A professional recording studio is an impressive sight to behold. Inside the expansive recording rooms, it is extremely hushed due to the pains taken to insulate the rooms from outside noise. Surprisingly, it’s also often very warm due to the imposing stacks and stacks of mysteriously blinking equipment humming quietly along the walls and in the control room. Those mixers, effects, compressors, recording decks and remixing desks use an enormous amount of energy. But now, the idea of a solar-powered recording studio seems to be gaining traction as studios convert and bands both big and small seek out an alternative energy recording solution.

Among the most notable solar-powered success stories of late is the band Cake. Back in 2004 the band purchased a home in Sacramento, Calif., and began to convert it into a recording studio. Five years into that process, the band started moving toward solar power. By the time the band was ready to write and record their 2011 album, Showroom of Compassion, they were able to complete the entire project using solar power. According to trumpet player Vince DiFiore, “The conversion box is continually making electricity, which is either used in the house or sent back into the city’s grid, and you get credited for it on your [electric] bill. We have a negative balance on our SMUD [Sacramento Municipal Utility District] bill. It’s working out really well.”

cake studio
image via Cake

Now, solar powered studios have sprung up across the world and the list seems to be continuously growing. Treesound Studios in Atlanta, whose clients include Whitney Houston, Sevendust, Outkast and the Roots, not only keep diligent track of their solar power consumption on their website, but also offer clients use of their biodiesel car service.
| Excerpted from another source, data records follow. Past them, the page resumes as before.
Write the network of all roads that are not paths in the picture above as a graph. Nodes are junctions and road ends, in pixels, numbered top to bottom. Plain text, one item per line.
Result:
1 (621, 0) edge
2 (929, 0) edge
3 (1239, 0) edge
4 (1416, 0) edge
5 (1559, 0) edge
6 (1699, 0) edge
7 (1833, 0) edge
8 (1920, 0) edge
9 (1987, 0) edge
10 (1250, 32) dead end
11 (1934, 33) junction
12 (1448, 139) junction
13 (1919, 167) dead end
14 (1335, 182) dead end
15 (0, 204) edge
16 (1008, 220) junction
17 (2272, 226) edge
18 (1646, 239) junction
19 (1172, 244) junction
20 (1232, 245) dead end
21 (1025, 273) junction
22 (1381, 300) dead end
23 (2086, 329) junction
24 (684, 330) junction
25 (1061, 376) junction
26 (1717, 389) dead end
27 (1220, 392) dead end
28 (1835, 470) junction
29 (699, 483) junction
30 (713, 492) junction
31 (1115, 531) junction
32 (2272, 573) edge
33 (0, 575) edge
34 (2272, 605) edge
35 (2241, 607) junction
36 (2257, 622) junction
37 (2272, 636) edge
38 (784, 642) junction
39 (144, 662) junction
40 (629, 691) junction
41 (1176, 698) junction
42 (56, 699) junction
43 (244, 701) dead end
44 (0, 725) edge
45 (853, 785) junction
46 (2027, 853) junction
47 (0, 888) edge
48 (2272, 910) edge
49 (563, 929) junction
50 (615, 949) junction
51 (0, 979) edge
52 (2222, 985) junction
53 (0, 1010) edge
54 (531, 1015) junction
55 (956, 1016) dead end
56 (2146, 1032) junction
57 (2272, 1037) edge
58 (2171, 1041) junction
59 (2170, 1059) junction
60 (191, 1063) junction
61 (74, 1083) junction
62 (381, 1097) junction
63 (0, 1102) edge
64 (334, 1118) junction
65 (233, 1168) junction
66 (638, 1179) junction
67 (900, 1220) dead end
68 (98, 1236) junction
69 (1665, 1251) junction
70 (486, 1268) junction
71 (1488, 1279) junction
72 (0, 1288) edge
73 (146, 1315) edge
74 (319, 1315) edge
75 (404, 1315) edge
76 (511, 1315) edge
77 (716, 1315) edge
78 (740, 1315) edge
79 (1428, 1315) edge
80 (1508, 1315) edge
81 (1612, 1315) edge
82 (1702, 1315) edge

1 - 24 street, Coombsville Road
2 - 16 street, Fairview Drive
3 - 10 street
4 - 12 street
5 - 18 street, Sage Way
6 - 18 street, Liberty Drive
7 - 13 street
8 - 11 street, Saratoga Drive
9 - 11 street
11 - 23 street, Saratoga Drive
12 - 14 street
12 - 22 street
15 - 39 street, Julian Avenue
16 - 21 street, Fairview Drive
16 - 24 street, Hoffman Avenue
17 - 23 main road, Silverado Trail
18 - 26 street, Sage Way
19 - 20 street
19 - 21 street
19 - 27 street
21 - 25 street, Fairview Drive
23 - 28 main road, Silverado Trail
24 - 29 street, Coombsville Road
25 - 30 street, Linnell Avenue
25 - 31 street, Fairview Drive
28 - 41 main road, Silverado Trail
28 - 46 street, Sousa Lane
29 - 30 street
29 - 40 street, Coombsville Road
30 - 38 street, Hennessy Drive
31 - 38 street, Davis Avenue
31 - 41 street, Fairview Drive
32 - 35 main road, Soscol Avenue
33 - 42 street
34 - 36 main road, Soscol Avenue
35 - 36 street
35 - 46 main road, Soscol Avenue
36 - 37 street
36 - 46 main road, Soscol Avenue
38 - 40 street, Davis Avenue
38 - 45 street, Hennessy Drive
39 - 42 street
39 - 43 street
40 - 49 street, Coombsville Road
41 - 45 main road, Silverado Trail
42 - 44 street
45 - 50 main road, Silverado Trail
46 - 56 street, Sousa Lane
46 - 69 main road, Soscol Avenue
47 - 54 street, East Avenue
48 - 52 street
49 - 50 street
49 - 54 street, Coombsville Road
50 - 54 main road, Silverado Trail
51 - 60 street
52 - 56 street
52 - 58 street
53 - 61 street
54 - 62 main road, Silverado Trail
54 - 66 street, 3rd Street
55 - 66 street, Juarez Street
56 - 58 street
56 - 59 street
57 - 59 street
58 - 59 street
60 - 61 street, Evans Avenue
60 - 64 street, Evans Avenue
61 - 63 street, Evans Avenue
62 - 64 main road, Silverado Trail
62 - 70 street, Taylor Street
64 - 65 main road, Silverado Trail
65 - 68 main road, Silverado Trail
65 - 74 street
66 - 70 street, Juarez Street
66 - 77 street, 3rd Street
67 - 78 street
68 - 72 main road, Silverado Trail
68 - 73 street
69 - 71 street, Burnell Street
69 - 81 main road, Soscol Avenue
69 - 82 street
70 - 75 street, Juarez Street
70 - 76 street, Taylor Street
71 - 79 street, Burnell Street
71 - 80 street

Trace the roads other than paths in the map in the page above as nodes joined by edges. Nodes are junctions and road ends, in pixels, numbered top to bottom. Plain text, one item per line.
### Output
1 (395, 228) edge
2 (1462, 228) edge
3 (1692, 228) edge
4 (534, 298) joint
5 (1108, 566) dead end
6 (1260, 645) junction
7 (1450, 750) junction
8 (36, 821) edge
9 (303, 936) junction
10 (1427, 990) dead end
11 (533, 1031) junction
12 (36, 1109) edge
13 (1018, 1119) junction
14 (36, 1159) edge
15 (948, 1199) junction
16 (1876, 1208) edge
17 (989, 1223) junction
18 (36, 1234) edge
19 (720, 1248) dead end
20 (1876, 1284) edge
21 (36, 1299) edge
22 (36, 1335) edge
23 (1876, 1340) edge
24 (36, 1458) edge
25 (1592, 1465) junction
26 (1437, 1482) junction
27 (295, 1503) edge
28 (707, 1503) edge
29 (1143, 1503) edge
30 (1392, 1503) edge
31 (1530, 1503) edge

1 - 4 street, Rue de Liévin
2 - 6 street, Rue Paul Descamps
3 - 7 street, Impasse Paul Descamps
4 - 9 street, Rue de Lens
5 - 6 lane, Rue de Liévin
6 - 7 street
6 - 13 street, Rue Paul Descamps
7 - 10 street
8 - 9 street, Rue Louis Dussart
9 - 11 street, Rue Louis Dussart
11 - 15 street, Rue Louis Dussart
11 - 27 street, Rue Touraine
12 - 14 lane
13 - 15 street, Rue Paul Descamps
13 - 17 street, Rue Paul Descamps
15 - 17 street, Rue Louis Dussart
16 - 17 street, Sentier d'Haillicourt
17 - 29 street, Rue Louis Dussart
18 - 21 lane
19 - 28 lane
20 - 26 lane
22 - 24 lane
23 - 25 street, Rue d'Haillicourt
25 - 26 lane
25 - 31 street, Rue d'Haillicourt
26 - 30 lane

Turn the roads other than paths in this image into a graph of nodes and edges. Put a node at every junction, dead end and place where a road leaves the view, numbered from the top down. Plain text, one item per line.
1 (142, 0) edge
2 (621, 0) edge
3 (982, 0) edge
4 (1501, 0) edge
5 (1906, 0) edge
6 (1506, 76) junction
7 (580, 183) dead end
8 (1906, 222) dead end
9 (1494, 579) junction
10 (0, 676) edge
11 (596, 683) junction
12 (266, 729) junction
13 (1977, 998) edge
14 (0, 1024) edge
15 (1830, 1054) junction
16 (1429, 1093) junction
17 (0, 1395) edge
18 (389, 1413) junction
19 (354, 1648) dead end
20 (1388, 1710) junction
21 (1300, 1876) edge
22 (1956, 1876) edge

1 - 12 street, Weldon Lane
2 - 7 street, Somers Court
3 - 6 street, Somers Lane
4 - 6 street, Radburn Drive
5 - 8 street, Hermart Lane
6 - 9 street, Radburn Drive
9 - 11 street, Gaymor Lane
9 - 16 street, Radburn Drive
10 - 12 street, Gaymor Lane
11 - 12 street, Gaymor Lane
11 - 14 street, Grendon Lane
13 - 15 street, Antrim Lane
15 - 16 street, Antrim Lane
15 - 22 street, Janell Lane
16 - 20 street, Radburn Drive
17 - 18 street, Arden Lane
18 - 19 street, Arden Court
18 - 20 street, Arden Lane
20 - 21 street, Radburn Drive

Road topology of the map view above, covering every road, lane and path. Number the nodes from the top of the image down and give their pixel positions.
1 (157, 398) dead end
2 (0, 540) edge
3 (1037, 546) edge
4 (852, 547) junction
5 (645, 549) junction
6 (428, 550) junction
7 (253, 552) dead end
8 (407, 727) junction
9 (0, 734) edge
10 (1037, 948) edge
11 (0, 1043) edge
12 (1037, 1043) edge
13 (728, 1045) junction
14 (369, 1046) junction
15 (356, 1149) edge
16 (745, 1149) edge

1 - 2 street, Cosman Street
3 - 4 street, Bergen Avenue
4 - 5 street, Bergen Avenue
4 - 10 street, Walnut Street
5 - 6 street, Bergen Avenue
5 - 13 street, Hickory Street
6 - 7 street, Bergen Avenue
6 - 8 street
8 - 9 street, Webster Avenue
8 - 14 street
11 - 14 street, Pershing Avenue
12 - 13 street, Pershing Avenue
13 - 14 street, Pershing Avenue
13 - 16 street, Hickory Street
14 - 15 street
In London, the Premises runs its Studio A entirely via an 18-panel rooftop solar array, giving artists the option of completing an entire project via the power of the sun. So far bands like The Klaxons and Bloc Party have taken the opportunity to reduce their energy footprint.

treesound
image via Tree Sound Recording Studios

Other solar-powered studios include Hawaii’s Maui Recording Studio (Carlos Santana, Led Kaapana, Hapa), Jamaica’s Sugashak (Keke-I), Victoria, B.C.’s Bubbs Lane, Northern Michigan’s Martini Hill and the LA studio owned by singer/songwriter Jack Johnson.

london-recording-studios
image via Premises Recording Studios

Solar powered studios are not just for big name bands. Indeed, much of the movement seems to be based on a grassroots, ground-up ideology. Both Cake and Johnson are artists who operate independently of major label record companies and the movement has resonated among many smaller, independent artists like Portland-based musician Graham Smith-White, who is using a Kickstarter campaign to help fund his latest solar recording project.